- _Task statement_: Whenever the word "Harvey" turns up in a line below, that line should be copied.

- _Data for processing_:
————————
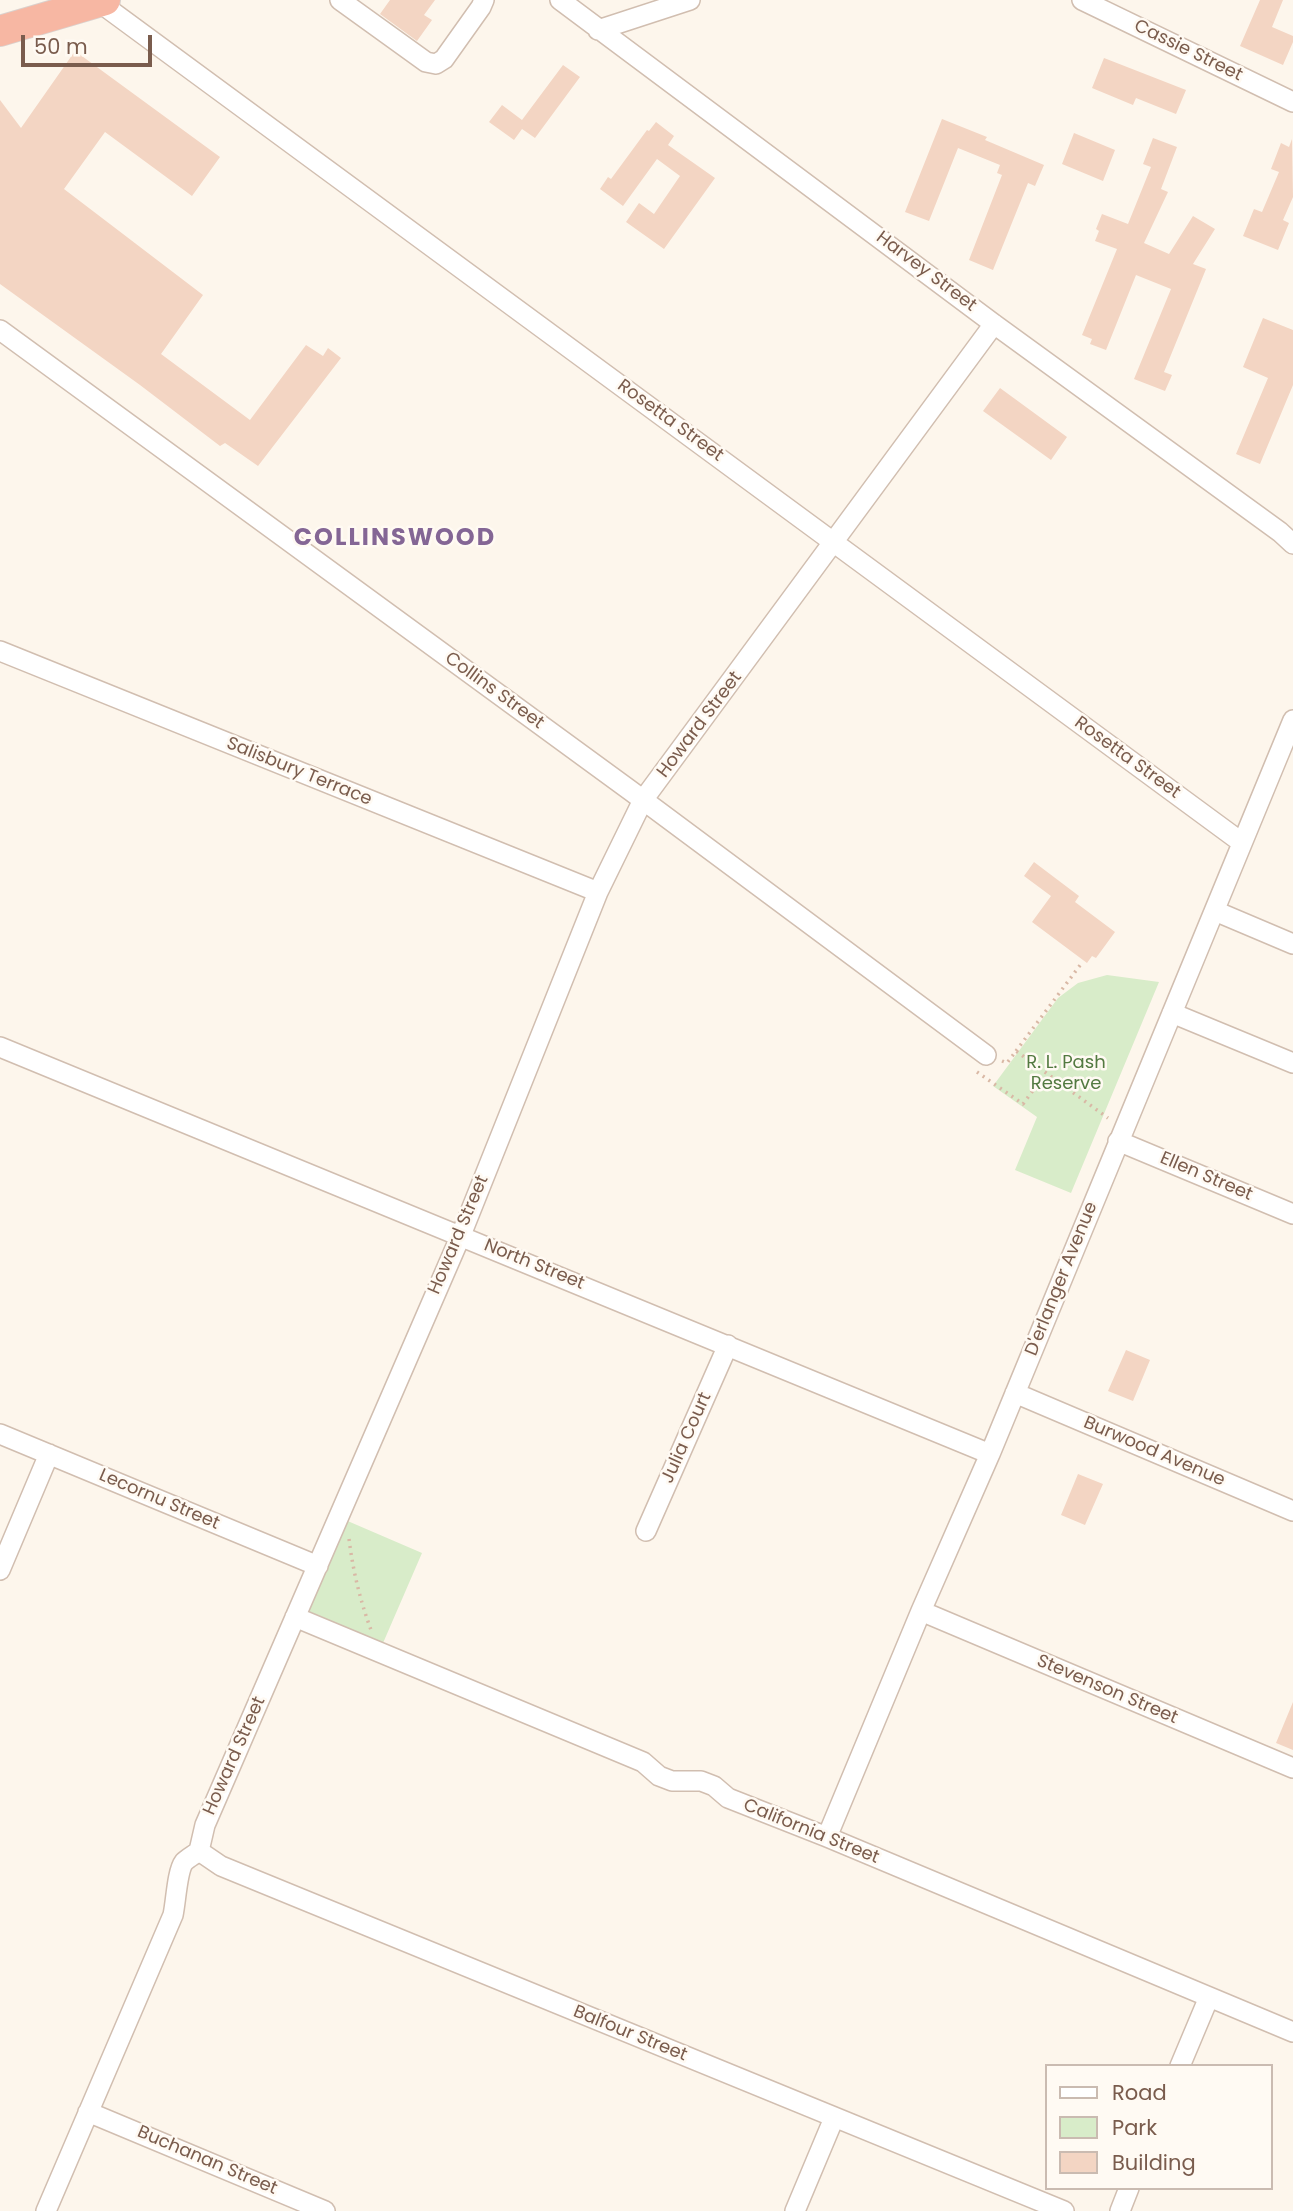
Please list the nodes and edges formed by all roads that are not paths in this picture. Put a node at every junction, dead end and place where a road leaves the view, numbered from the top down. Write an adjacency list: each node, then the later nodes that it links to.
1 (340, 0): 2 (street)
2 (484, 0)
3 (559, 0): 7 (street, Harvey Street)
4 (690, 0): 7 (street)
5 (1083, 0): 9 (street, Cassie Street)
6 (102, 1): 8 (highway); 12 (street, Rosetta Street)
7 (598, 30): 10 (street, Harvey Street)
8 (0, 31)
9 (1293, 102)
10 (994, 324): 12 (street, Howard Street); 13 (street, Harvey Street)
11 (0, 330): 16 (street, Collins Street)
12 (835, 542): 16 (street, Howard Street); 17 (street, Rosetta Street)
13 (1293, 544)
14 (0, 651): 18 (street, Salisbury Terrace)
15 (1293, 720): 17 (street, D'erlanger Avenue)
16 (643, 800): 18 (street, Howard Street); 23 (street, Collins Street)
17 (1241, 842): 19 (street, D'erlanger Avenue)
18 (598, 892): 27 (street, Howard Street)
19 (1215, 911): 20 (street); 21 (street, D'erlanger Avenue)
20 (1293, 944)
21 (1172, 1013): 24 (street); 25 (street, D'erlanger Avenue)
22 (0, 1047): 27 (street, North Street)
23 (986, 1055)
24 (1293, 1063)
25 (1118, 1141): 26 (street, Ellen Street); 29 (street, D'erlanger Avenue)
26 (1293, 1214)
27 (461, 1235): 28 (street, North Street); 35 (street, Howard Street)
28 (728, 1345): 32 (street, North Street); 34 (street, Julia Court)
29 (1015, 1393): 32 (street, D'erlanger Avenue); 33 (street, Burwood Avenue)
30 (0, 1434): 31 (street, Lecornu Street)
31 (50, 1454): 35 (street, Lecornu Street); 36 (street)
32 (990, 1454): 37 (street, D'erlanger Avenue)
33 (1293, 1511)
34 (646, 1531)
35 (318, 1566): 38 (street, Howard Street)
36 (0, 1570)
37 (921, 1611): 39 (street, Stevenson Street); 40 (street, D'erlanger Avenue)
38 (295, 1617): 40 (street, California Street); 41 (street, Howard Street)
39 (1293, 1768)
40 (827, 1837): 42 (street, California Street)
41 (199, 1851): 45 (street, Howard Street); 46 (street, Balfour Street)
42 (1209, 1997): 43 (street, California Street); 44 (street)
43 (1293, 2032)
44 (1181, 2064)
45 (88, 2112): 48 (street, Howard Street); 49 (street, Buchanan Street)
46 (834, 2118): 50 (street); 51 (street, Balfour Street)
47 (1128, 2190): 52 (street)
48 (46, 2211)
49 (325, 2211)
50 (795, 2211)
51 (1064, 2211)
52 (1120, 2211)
————————
- _Exercise answer_:
3 (559, 0): 7 (street, Harvey Street)
7 (598, 30): 10 (street, Harvey Street)
10 (994, 324): 12 (street, Howard Street); 13 (street, Harvey Street)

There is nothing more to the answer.